- **WORK TO BE COMPLETED**:
Provide the count of lines below that include the word "トンネル通り", without any accompanying remarks.

Items from a data source:
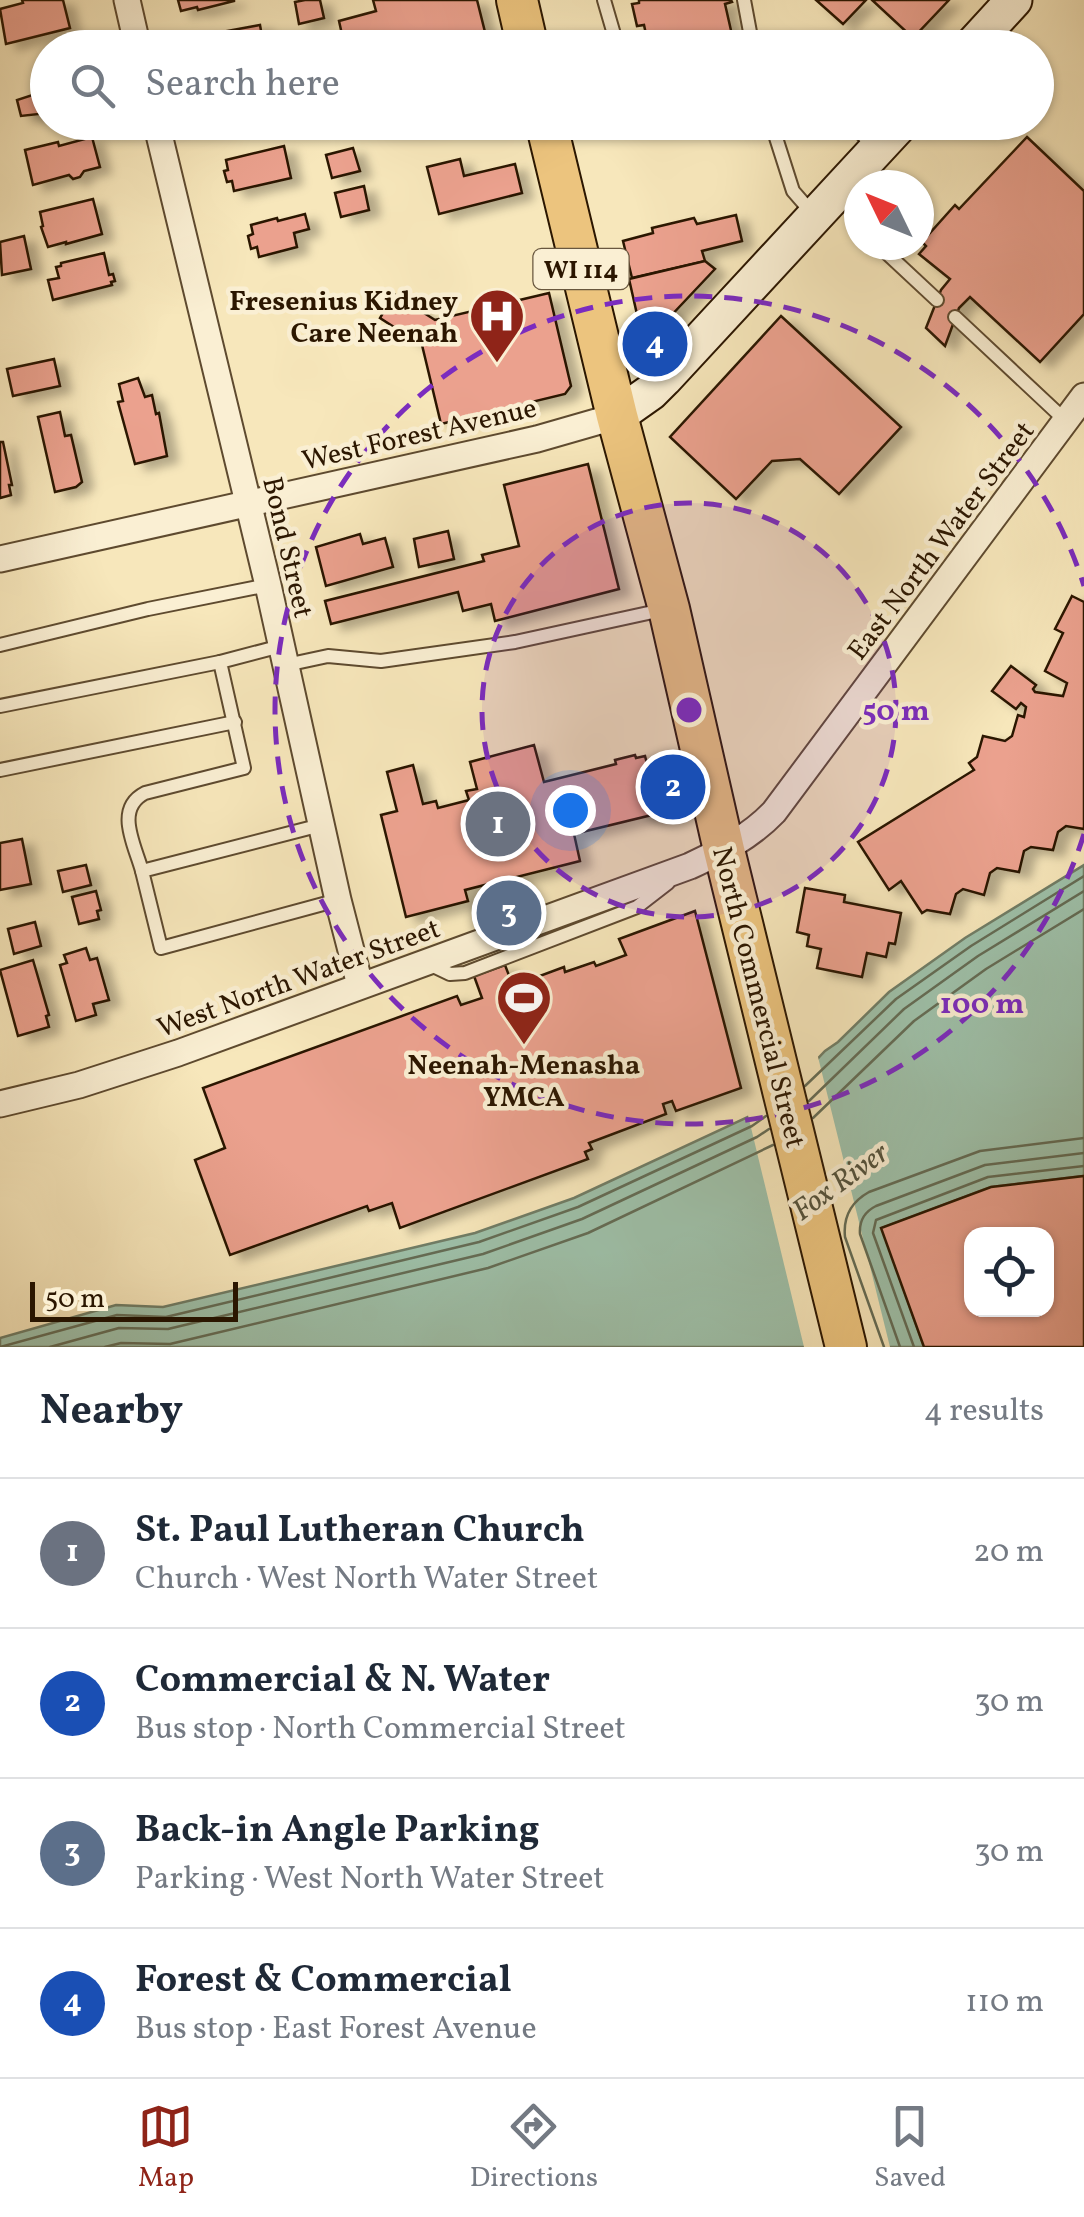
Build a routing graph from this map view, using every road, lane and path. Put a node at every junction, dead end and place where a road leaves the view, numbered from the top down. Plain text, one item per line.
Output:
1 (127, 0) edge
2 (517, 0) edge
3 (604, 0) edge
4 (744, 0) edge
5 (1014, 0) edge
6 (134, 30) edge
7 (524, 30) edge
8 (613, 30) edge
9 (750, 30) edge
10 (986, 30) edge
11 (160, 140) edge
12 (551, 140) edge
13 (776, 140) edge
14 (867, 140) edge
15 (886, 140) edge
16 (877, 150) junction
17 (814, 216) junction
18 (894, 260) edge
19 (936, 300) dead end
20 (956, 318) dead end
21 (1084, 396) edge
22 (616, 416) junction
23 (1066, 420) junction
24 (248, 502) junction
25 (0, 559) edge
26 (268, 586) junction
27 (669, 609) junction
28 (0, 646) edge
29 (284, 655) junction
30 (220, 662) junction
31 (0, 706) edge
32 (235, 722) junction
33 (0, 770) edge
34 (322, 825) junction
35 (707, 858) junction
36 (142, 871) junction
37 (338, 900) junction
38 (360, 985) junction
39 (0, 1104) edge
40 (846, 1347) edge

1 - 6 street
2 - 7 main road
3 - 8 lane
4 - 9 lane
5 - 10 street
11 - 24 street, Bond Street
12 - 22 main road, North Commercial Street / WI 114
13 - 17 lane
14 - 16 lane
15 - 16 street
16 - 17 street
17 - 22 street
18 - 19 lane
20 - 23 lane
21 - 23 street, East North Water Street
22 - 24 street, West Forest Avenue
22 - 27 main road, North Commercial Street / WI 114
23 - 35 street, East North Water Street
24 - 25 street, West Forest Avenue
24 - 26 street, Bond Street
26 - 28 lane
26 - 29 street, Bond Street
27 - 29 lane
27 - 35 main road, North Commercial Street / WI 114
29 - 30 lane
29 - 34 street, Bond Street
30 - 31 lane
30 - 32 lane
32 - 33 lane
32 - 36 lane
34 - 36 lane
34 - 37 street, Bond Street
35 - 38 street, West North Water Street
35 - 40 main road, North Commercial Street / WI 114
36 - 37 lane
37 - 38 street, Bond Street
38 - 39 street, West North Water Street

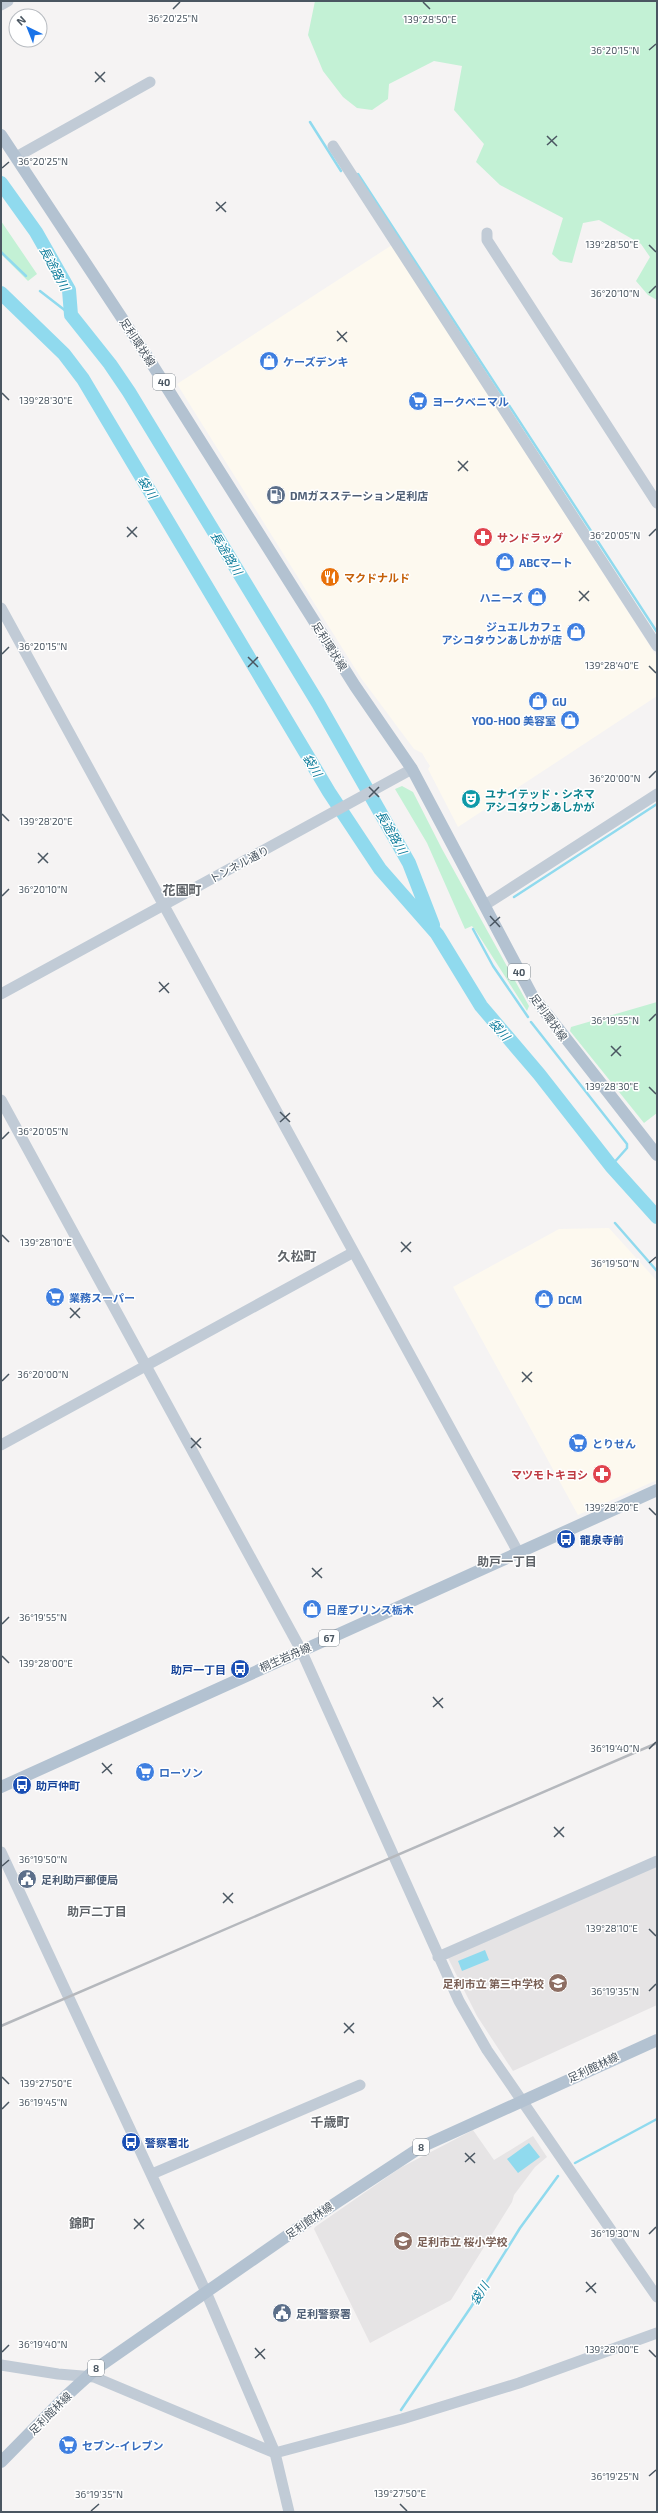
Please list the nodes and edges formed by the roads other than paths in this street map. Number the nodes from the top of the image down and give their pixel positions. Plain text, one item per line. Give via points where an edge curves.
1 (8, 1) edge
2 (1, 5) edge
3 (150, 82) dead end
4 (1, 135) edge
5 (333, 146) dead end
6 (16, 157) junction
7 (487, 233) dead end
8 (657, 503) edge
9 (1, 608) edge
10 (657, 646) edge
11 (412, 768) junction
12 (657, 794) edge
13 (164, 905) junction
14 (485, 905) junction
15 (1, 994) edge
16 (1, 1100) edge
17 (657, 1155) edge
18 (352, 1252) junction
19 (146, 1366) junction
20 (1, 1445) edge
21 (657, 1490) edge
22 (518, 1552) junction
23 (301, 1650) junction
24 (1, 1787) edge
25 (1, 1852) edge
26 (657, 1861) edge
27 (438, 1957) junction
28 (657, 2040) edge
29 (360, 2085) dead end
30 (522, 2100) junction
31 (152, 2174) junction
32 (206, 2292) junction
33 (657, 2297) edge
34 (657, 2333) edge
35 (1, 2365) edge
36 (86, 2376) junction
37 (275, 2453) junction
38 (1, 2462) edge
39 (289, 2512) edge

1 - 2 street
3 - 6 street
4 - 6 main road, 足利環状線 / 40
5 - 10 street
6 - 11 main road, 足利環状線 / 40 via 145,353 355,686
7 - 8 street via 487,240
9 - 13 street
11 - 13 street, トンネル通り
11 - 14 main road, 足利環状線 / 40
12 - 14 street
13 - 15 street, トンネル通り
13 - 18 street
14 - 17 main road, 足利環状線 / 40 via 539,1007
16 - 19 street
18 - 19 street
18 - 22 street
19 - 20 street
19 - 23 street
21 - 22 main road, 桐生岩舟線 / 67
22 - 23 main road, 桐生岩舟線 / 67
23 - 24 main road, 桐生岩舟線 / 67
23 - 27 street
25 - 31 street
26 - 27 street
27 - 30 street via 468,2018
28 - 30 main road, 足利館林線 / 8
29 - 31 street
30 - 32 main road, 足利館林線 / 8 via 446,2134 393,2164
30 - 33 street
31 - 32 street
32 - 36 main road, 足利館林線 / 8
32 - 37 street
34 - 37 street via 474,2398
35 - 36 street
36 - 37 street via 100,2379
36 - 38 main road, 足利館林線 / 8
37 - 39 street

- **ANSWER TO THE EXERCISE**:
2